Suppose you have a long running calculation:
f <- function(x) {
message("Evaluating slow function")
Sys.sleep(5) # sleep 5 seconds to simulate long running time
x
}
Which is used like so:
f(10)
However, you only want to rerun f() sometimes (say when an upsteam data source changes). I usually do something like this:
run.cached <- function(expr, filename, regenerate=FALSE) {
if ( file.exists(filename) && !regenerate ) {
res <- readRDS(filename)
} else {
res <- eval.parent(substitute(expr))
saveRDS(res, file=filename)
}
res
}
This is a simple caching function; tries to load the .rds
file
indicated by filename
if it exists, otherwise it runs the expression
in expr
and saves the output in the file filename
. If you specify
regenerate=TRUE
it will rerun the expression
Simple caching; run 'expr' and save the output in 'filename'; if 'filename' already exists just load that.

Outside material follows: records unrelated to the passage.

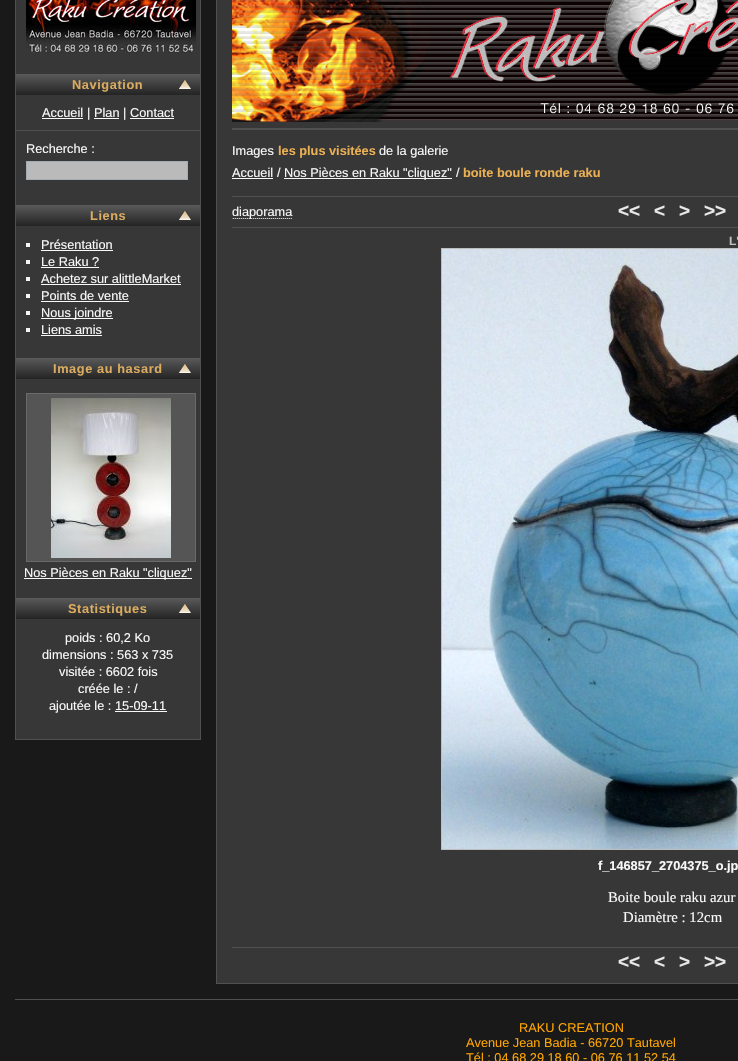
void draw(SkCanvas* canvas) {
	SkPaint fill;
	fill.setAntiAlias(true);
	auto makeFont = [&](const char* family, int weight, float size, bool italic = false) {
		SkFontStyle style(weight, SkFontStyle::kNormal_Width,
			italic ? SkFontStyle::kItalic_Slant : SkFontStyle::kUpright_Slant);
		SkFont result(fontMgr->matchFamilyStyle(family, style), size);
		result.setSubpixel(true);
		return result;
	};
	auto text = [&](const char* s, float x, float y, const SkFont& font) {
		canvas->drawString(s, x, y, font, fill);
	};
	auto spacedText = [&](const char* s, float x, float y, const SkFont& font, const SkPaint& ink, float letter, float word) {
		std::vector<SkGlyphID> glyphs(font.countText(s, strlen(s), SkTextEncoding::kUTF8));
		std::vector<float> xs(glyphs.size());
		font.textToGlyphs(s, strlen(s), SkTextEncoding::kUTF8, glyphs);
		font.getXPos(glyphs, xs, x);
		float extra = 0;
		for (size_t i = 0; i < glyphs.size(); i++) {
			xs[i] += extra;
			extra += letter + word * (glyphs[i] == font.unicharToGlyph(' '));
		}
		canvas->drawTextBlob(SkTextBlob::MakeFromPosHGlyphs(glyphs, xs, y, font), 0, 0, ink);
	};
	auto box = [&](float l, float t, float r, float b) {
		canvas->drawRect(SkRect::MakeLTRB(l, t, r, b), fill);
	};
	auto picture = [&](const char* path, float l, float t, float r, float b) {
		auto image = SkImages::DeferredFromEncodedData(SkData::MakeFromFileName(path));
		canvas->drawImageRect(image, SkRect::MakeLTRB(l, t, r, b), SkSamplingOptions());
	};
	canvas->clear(0xFF191919);
	fill.setColor(0xFF373737);
	canvas->drawRect(SkRect::MakeLTRB(15.5f, -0.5f, 200.5f, 739.5f), fill);
	fill.setStyle(SkPaint::kStroke_Style);
	fill.setStrokeWidth(1);
	fill.setColor(0xFF505050);
	canvas->drawRect(SkRect::MakeLTRB(15.5f, -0.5f, 200.5f, 739.5f), fill);
	picture("image0.png", 26, 0, 196, 53);
	picture("image1.png", 16, 74, 200, 95);
	picture("image2.png", 179, 80, 191, 89);
	fill.setStyle(SkPaint::kFill_Style);
	box(16, 130, 200, 131);
	fill.setColor(0xFFF9F9F9);
	box(42, 118, 83, 119);
	box(94, 118, 119, 119);
	box(130, 118, 174, 119);
	fill.setColor(0xFFBABABA);
	canvas->drawRect(SkRect::MakeLTRB(26.5f, 161.5f, 187.5f, 179.5f), fill);
	fill.setStyle(SkPaint::kStroke_Style);
	fill.setColor(0xFFA5ACB2);
	canvas->drawRect(SkRect::MakeLTRB(26.5f, 161.5f, 187.5f, 179.5f), fill);
	picture("image1.png", 16, 205, 200, 226);
	picture("image2.png", 179, 211, 191, 220);
	fill.setStyle(SkPaint::kFill_Style);
	fill.setColor(0xFFF5F5F5);
	box(26, 243, 30, 247);
	fill.setColor(0xFFF9F9F9);
	box(41, 250, 113, 251);
	fill.setColor(0xFFF5F5F5);
	box(26, 260, 30, 264);
	fill.setColor(0xFFF9F9F9);
	box(41, 267, 99, 268);
	fill.setColor(0xFFF5F5F5);
	box(26, 277, 30, 281);
	fill.setColor(0xFFF9F9F9);
	box(41, 284, 181, 285);
	fill.setColor(0xFFF5F5F5);
	box(26, 294, 30, 298);
	fill.setColor(0xFFF9F9F9);
	box(41, 301, 129, 302);
	fill.setColor(0xFFF5F5F5);
	box(26, 311, 30, 315);
	fill.setColor(0xFFF9F9F9);
	box(41, 318, 113, 319);
	fill.setColor(0xFFF5F5F5);
	box(26, 328, 30, 332);
	fill.setColor(0xFFF9F9F9);
	box(41, 335, 102, 336);
	picture("image1.png", 16, 358, 200, 379);
	picture("image2.png", 179, 364, 191, 373);
	fill.setColor(0xFF555555);
	canvas->drawRect(SkRect::MakeLTRB(26.5f, 393.5f, 195.5f, 561.5f), fill);
	fill.setStyle(SkPaint::kStroke_Style);
	fill.setColor(0xFF6A6A6A);
	canvas->drawRect(SkRect::MakeLTRB(26.5f, 393.5f, 195.5f, 561.5f), fill);
	picture("image3.png", 51, 398, 171, 558);
	fill.setStyle(SkPaint::kFill_Style);
	fill.setColor(0xFFF9F9F9);
	box(24, 578, 192, 579);
	picture("image1.png", 16, 598, 200, 619);
	picture("image2.png", 179, 604, 191, 613);
	box(115, 711, 167, 712);
	fill.setColor(0xFF373737);
	canvas->drawRect(SkRect::MakeLTRB(216.5f, -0.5f, 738.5f, 983.5f), fill);
	fill.setStyle(SkPaint::kStroke_Style);
	fill.setColor(0xFF505050);
	canvas->drawRect(SkRect::MakeLTRB(216.5f, -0.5f, 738.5f, 983.5f), fill);
	fill.setStyle(SkPaint::kFill_Style);
	box(232, 128, 738, 130);
	picture("image4.png", 232, 0, 738, 122);
	box(232, 196, 738, 197);
	fill.setColor(0xFFF9F9F9);
	box(232, 178, 273, 179);
	box(284, 178, 452, 179);
	fill.setColor(0xFF505050);
	box(232, 227, 738, 228);
	picture("image5.png", 232, 218, 292, 219);
	fill.setStyle(SkPaint::kStroke_Style);
	fill.setColor(0xFFBEBEBE);
	canvas->drawRect(SkRect::MakeLTRB(441.5f, 248.5f, 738.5f, 849.5f), fill);
	picture("image6.png", 442, 249, 738, 849);
	fill.setStyle(SkPaint::kFill_Style);
	fill.setColor(0xFF505050);
	box(232, 947, 738, 948);
	box(15, 999, 738, 1000);
	auto font1 = makeFont("Liberation Sans", 700, 12.75f);
	fill.setColor(0xFFDAAB60);
	spacedText("Navigation", 72, 89, font1, fill, 0.6f, 0);
	auto font2 = makeFont("Liberation Sans", 400, 12.75f);
	fill.setColor(0xFFF9F9F9);
	text("Accueil", 42, 117, font2);
	text("|", 87, 117, font2);
	text("Plan", 94, 117, font2);
	text("|", 123, 117, font2);
	text("Contact", 130, 117, font2);
	text("Recherche :", 26, 153, font2);
	fill.setColor(0xFFDAAB60);
	spacedText("Liens", 90, 220, font1, fill, 0.6f, 0);
	fill.setColor(0xFFF9F9F9);
	text("Présentation", 41, 249, font2);
	text("Le Raku ?", 41, 266, font2);
	text("Achetez sur alittleMarket", 41, 283, font2);
	text("Points de vente", 41, 300, font2);
	text("Nous joindre", 41, 317, font2);
	text("Liens amis", 41, 334, font2);
	fill.setColor(0xFFDAAB60);
	spacedText("Image au hasard", 53, 373, font1, fill, 0.6f, 0);
	fill.setColor(0xFFF9F9F9);
	text("Nos Pièces en Raku \"cliquez\"", 24, 577, font2);
	fill.setColor(0xFFDAAB60);
	spacedText("Statistiques", 68, 613, font1, fill, 0.6f, 0);
	fill.setColor(0xFFF9F9F9);
	text("poids : 60,2 Ko", 65, 642, font2);
	text("dimensions : 563 x 735", 42, 659, font2);
	text("visitée : 6602 fois", 59, 676, font2);
	text("créée le : /", 78, 693, font2);
	text("ajoutée le :", 49, 710, font2);
	text("15-09-11", 115, 710, font2);
	text("Images", 232, 155, font2);
	fill.setColor(0xFFEBB053);
	text("les plus visitées", 278, 155, font1);
	fill.setColor(0xFFF9F9F9);
	text("de la galerie", 379, 155, font2);
	text("Accueil", 232, 177, font2);
	text("/", 277, 177, font2);
	text("Nos Pièces en Raku \"cliquez\"", 284, 177, font2);
	text("/", 456, 177, font2);
	fill.setColor(0xFFEBB053);
	text("boite boule ronde raku", 463, 177, font1);
	fill.setColor(0xFFF9F9F9);
	text("diaporama", 232, 216, font2);
	auto font3 = makeFont("Liberation Sans", 700, 19);
	fill.setColor(0xFFE9E9E9);
	text("<<", 618, 217, font3);
	text("<", 654, 217, font3);
	text(">", 679, 217, font3);
	text(">>", 704, 217, font3);
	auto font4 = makeFont("Liberation Sans", 700, 12);
	fill.setColor(0xFFBEBEBE);
	text("L'", 729, 245, font4);
	fill.setColor(0xFFF9F9F9);
	text("f_146857_2704375_o.jp", 598, 870, font1);
	auto font5 = makeFont("Liberation Serif", 400, 14.75f);
	text("Boite boule raku azur", 608, 902, font5);
	text("Diamètre : 12cm", 623, 922, font5);
	fill.setColor(0xFFE9E9E9);
	text("<<", 618, 968, font3);
	text("<", 654, 968, font3);
	text(">", 679, 968, font3);
	text(">>", 704, 968, font3);
	fill.setColor(0xFFFFA500);
	text("RAKU CREATION", 519, 1032, font2);
	text("Avenue Jean Badia - 66720 Tautavel", 466, 1047, font2);
	text("Tél : 04 68 29 18 60 - 06 76 11 52 54", 466, 1062, font2);
}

If regenerate is TRUE, it always runs the expression.
So you can do this:
run.cached(f(5), 'mycache.rds') # runs the slow function
run.cached(f(5), 'mycache.rds') # won't run, returns cached result
run.cached(f(10), 'mycache.rds', TRUE) # runs the slow function
When I want to make sure everything works correctly for the final
published version, I delete the .rds
files, which forces everything
to be recalculated.
There are a variety of packages on CRAN that do this already, apparently: R.cache, SOAR, and (for Sweave) cacheSweave. These may be more robust!
knitr has a caching option as well, which has worked well for me so far. It seems to do some pretty clever wizardry to tell if any recalculating is needed.